Cerca de 11,6% dos adultos brasileiros se declaram fumantes, e o cigarro é o principal fator de risco para o câncer de pulmão. A boa notícia, segundo especialistas, é que parar de fumar reduz esse risco de forma progressiva, mesmo para quem já tem muitos anos de consumo. A pneumologista Kamila Tolomei, do Hospital Alvorada Moema, explica que o risco de câncer de pulmão cai pela metade após cerca de sete anos sem fumar e continua caindo com o passar do tempo. Ela ressalta, porém, que ex-fumantes ainda mantêm um risco maior do que quem nunca fumou, especialmente quem ficou muitos anos no cigarro, e que o acompanhamento médico segue sendo importante mesmo depois de parar.

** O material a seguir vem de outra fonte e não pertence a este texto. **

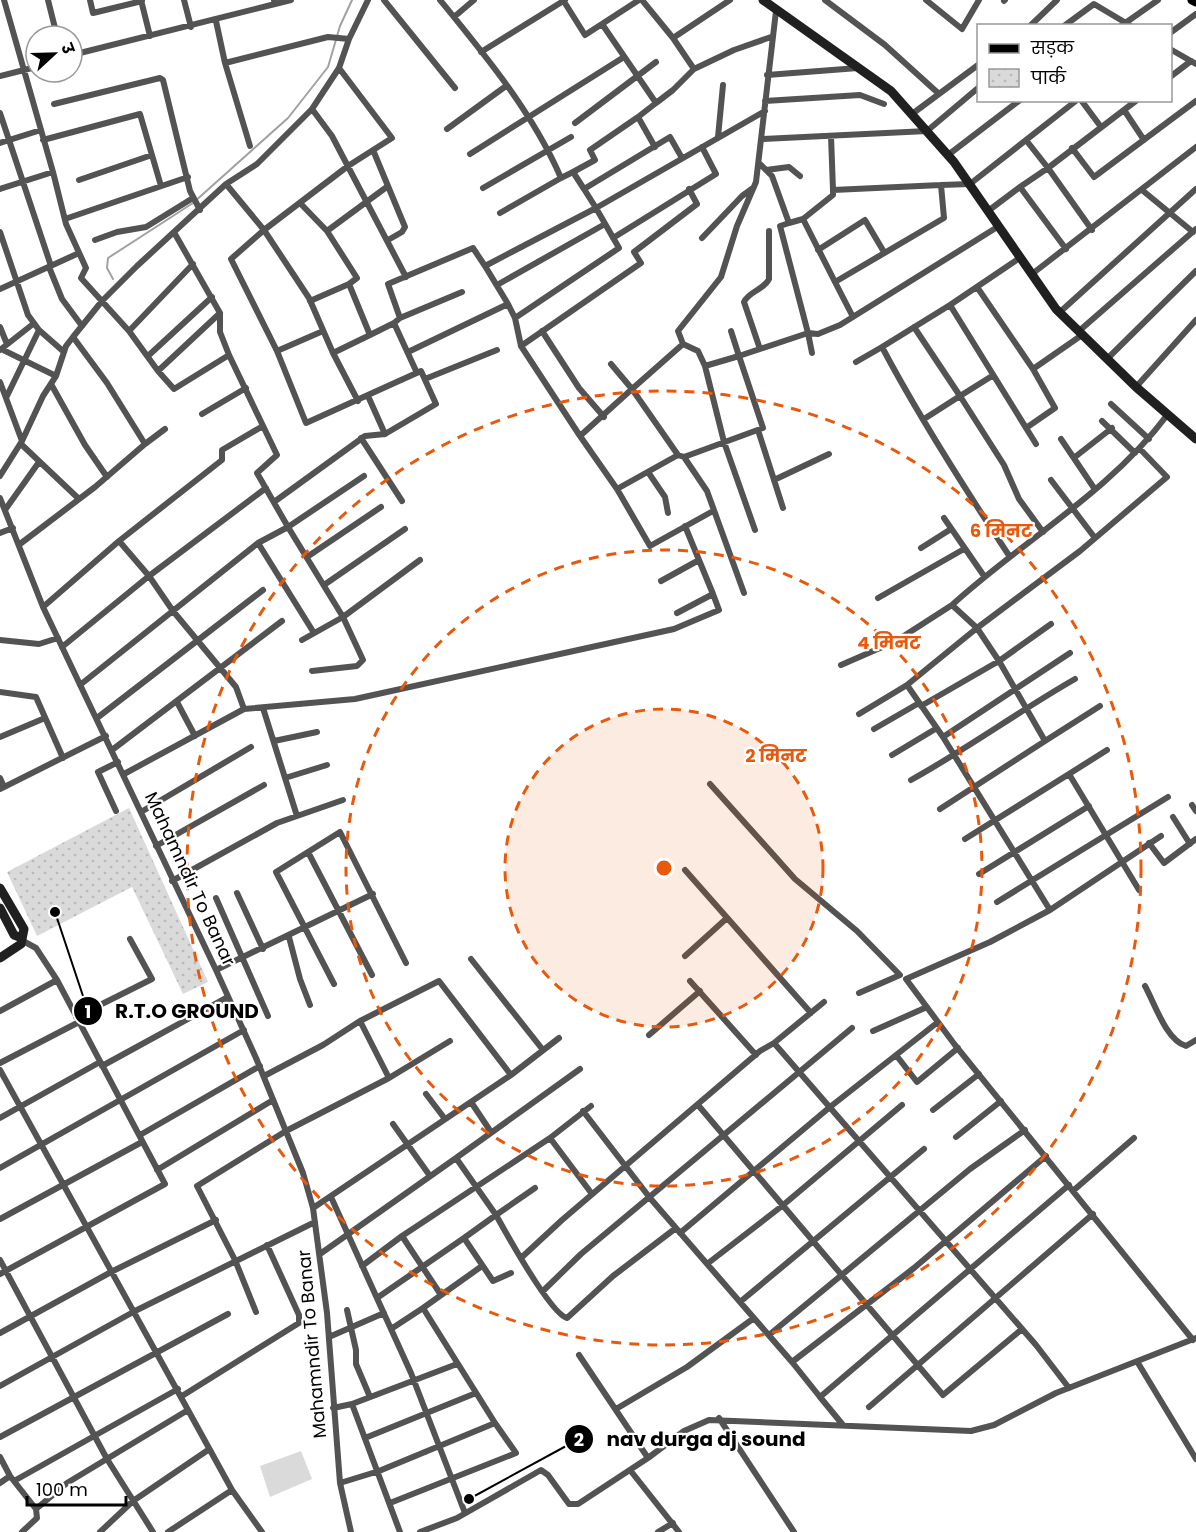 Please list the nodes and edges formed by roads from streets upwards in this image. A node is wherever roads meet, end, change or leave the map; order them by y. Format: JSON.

O corpo começa a se recuperar rapidamente após a interrupção. Segundo o pneumologista Fabrício Sanches, do Hospital Santa Lúcia, poucas semanas após parar, os cílios pulmonares voltam a funcionar, ajudando a eliminar impurezas e reduzindo tosse e infecções respiratórias. A inflamação crônica dos brônquios também diminui ao longo do tempo. Nem todos os danos são reversíveis: alterações estruturais como a destruição dos alvéolos no enfisema pulmonar não se regeneram por completo, e nesses casos o principal benefício é impedir que a doença avance.
De acordo com o pneumologista William Schwartz, coordenador do Hospital Santa Lúcia, entre 10 e 15 anos após parar de fumar, o risco de câncer de pulmão chega a cerca da metade do observado em quem continua fumando. Os benefícios vão além do pulmão: em poucos dias há melhora na circulação e nos níveis de oxigênio no sangue, e no longo prazo cai também o risco de infarto, AVC e outros tipos de câncer, como os de boca, esôfago e bexiga. Quem para até os 40 anos reduz cerca de 90% o risco de morrer por doenças relacionadas ao tabaco. Mesmo em idades mais avançadas, a decisão ainda impacta a saúde e a expectativa de vida. Schwartz lembra ainda que parar de fumar também reduz os danos para quem está ao redor e pode influenciar outras pessoas a fazer o mesmo.